# Tracking poodle



## Feralpudel (Jun 28, 2010)

Yes, they were very nice about donating a tracking line for one of the raffle baskets at the PCA tracking test one year. 

I haven't tried the tracking line. A friend has the shorter lead and it is very nice for the price.


----------



## bigpoodleperson (Jul 14, 2009)

The link wont work for me. I prefer a larger/heavier line then most people do, so im not sure what kind they have.


----------



## amerique2 (Jun 21, 2009)

Nice poodle shot! Especially being the lead photo for the company. 

This worked for me: palominelines.com


----------



## fjm (Jun 4, 2010)

JE - can I ask where you are doing tracking? I would love to try it with Sophy.


----------



## bigpoodleperson (Jul 14, 2009)

Ah, thanks! That is a very nice looking tracking poodle!! There is a local couple that makes these synthetic leather tracking lines too. They are very popular here, and quite a few of my tracking partners have them. They love them! Too thin for my personal taste though.


----------



## JE-UK (Mar 10, 2010)

fjm said:


> JE - can I ask where you are doing tracking? I would love to try it with Sophy.
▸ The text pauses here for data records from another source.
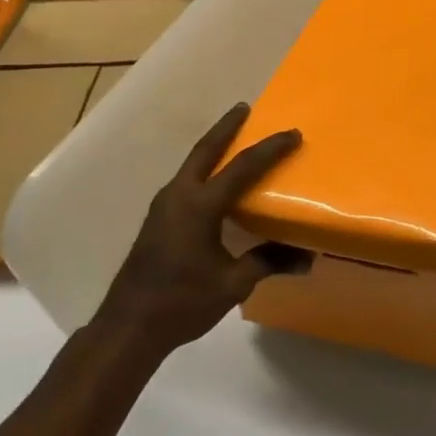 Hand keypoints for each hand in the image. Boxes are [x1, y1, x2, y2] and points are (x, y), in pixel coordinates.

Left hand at [92, 103, 309, 360]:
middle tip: (245, 108)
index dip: (270, 149)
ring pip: (192, 165)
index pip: (242, 168)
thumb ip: (268, 262)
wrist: (128, 327)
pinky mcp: (158, 221)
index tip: (293, 134)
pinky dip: (204, 170)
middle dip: (226, 127)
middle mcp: (178, 196)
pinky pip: (186, 182)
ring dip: (213, 148)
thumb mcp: (233, 283)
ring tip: (234, 139)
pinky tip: (215, 182)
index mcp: (199, 206)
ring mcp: (163, 207)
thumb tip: (307, 258)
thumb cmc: (183, 302)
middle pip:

Well, nothing organised yet, but I want to try ... V has a very high prey drive and a very active nose. I've been near tracking dogs before, but never trained one, but am reading up at the moment. Definitely will be a warmer-weather/longer-day activity, I think. 
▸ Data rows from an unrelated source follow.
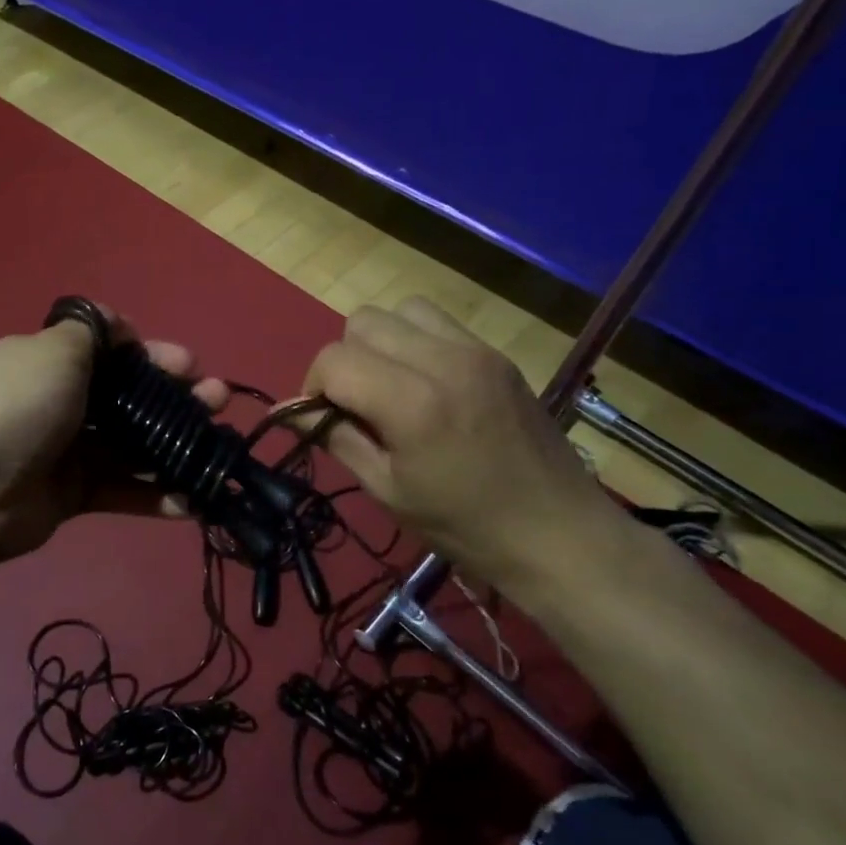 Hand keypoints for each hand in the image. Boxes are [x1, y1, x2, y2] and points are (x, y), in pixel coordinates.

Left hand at [0, 308, 228, 562]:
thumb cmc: (18, 406)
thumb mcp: (55, 351)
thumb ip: (91, 331)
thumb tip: (118, 326)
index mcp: (54, 363)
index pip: (113, 351)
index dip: (153, 353)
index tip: (188, 364)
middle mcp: (63, 402)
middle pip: (130, 398)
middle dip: (176, 398)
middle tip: (216, 402)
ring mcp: (68, 451)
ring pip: (134, 446)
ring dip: (177, 446)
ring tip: (219, 448)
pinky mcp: (74, 495)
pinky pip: (123, 491)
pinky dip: (157, 496)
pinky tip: (194, 499)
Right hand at [302, 298, 623, 590]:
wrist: (558, 533)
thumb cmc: (464, 526)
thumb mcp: (387, 490)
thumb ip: (335, 438)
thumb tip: (287, 410)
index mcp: (412, 402)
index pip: (333, 359)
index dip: (314, 386)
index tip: (323, 419)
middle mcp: (442, 359)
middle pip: (362, 321)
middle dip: (345, 359)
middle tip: (357, 404)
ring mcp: (475, 350)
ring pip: (400, 310)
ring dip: (380, 342)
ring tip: (390, 386)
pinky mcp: (495, 353)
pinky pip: (437, 322)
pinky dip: (415, 341)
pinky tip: (426, 384)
I've started chatting up local farmers in order to get some people-free fields to start playing around with track-laying.


----------



## Feralpudel (Jun 28, 2010)

JE-UK said:


> Definitely will be a warmer-weather/longer-day activity, I think.
> 
> I've started chatting up local farmers in order to get some people-free fields to start playing around with track-laying.


My very favorite tracking weather is ~50 degrees F and drizzly or almost drizzly. Heat/sun are hard on a black dog and any dog's nose. 
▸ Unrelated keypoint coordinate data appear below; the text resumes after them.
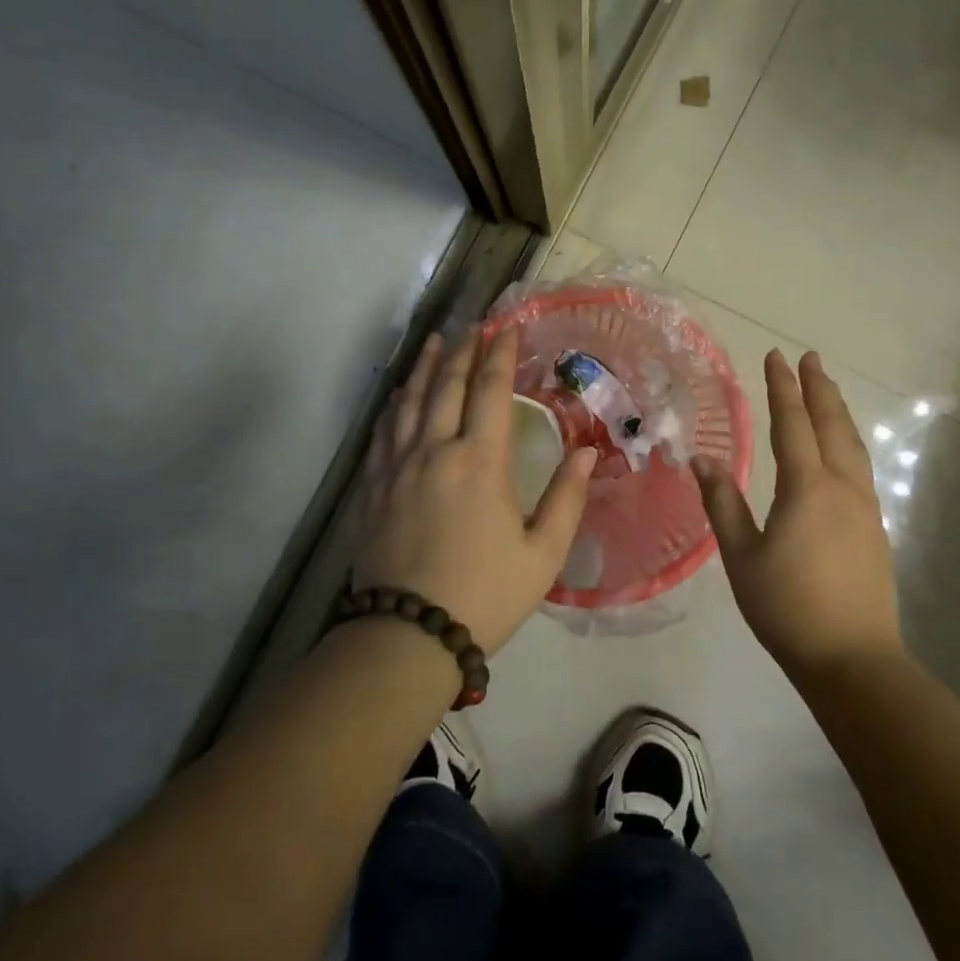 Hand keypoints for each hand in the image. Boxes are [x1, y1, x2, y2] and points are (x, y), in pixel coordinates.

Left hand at [350, 329, 596, 654]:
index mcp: (480, 461)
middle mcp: (435, 450)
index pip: (490, 390)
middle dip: (463, 349)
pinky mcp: (373, 486)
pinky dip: (395, 403)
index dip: (500, 354)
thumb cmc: (485, 593)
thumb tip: (586, 450)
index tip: (507, 328)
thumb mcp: (543, 553)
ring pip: (409, 400)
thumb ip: (567, 498)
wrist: (408, 635)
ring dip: (425, 366)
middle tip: (473, 325)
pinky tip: (399, 395)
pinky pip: (383, 430)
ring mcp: (397, 466)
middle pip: (446, 384)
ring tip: (435, 341)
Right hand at [694, 350, 903, 677]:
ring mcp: (865, 507)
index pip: (792, 423)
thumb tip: (701, 458)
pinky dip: (849, 441)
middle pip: (831, 424)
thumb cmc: (787, 607)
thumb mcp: (741, 556)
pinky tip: (844, 448)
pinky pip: (861, 466)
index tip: (776, 356)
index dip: (782, 388)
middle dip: (818, 388)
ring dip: (838, 411)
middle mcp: (842, 486)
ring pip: (852, 444)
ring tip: (828, 389)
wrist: (853, 659)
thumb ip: (722, 503)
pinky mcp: (875, 527)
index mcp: (807, 487)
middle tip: (810, 358)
JE-UK, I'm not sure what you mean by people-free. The area you are working should be reasonably people-free at the time unless you want to give your dog a crash course in cross-tracks, but mostly it needs to be dog-free, especially free of unleashed dogs. And it doesn't have to be lush, thick grass or anything. I started Dexter out in the picnic clearings in our nearby (large, otherwise wooded) park. Early tracks should be very short (10-15 meters) anyway, so you don't need a lot of land. 

The old books have you working miles and miles of straight track before you ever try a turn, and miles and miles of grass before you ever cross pavement, but my trainers advise introducing both turns and different surfaces early on (not at the same time).


----------



## JE-UK (Mar 10, 2010)

Spring/summer in the UK is rarely sweltering, and we are knee deep in mud at the moment, so thinking more of firmer ground than temps! 

I thought I would start him off in private fields, more to get the idea across than anything else. Our public open land and trails are well used (VERY well used) by lots of dogs and people, so not sure if I start there that he will get the idea of tracking. 

I'm thinking of starting in a local sheepfarmer's field, without sheep in it of course. The grass is usually quite short, and aside from the lure of sheep poop, should be about as unconfusing as I can make it for him starting out. What do you think?

FJM, I've been reading 



, recommended by Feralpudel, and it's great. Super simple, well laid out, loads and loads of example tracks, guidelines on keeping a tracking diary, and a straightforward plan for how to progress your dog's tracking.


----------



## Feralpudel (Jun 28, 2010)

Glad you like the book! 

Don't discount the lure of sheep poop! But there's always poop/critters of some kind to contend with. As you track, you'll learn to discern working the track signs from amusing himself/crittering signs. 

My favorite place to track is an agricultural farm park nearby. (Kinda like the Joni Mitchell song about putting the trees in the tree museum...when McMansions started crowding out all the real farms, they created a farm park.) One of the fields I used to like to use was adjacent to a sheep pen, and at some point Dexter developed an obsession with the sheep.


----------



## fjm (Jun 4, 2010)

I must try that book - thanks for the recommendation.


----------



## bigpoodleperson (Jul 14, 2009)

Tracking is so much fun!!! It is Amazing to see what your dog can do!! My biggest "aww" moment with Riley was him tracking an hour old track in the Pouring rain on Pavement!!! 

I agree with FP that you want to start him out with destractions. You want to introduce turns (start with open turns- like 120 degree turns instead of 90 degree turns), crosstracks, other dog smells, other people smells, different weather conditions, different surfaces, etc!! Also, if you are tracking on your own, every once in awhile have someone/some people follow you guys. Some dogs get destracted or actually really stress about someone talking and following. 

We started tracking in a heavily used park. Lots of people, dogs, and wild animals use this area daily. Riley was fine and hasnt known any different. Also, like FP said, you will begin to tell when your dog is actually tracking or just messing around. A "get back to work" gets Riley quickly "on track" again!


----------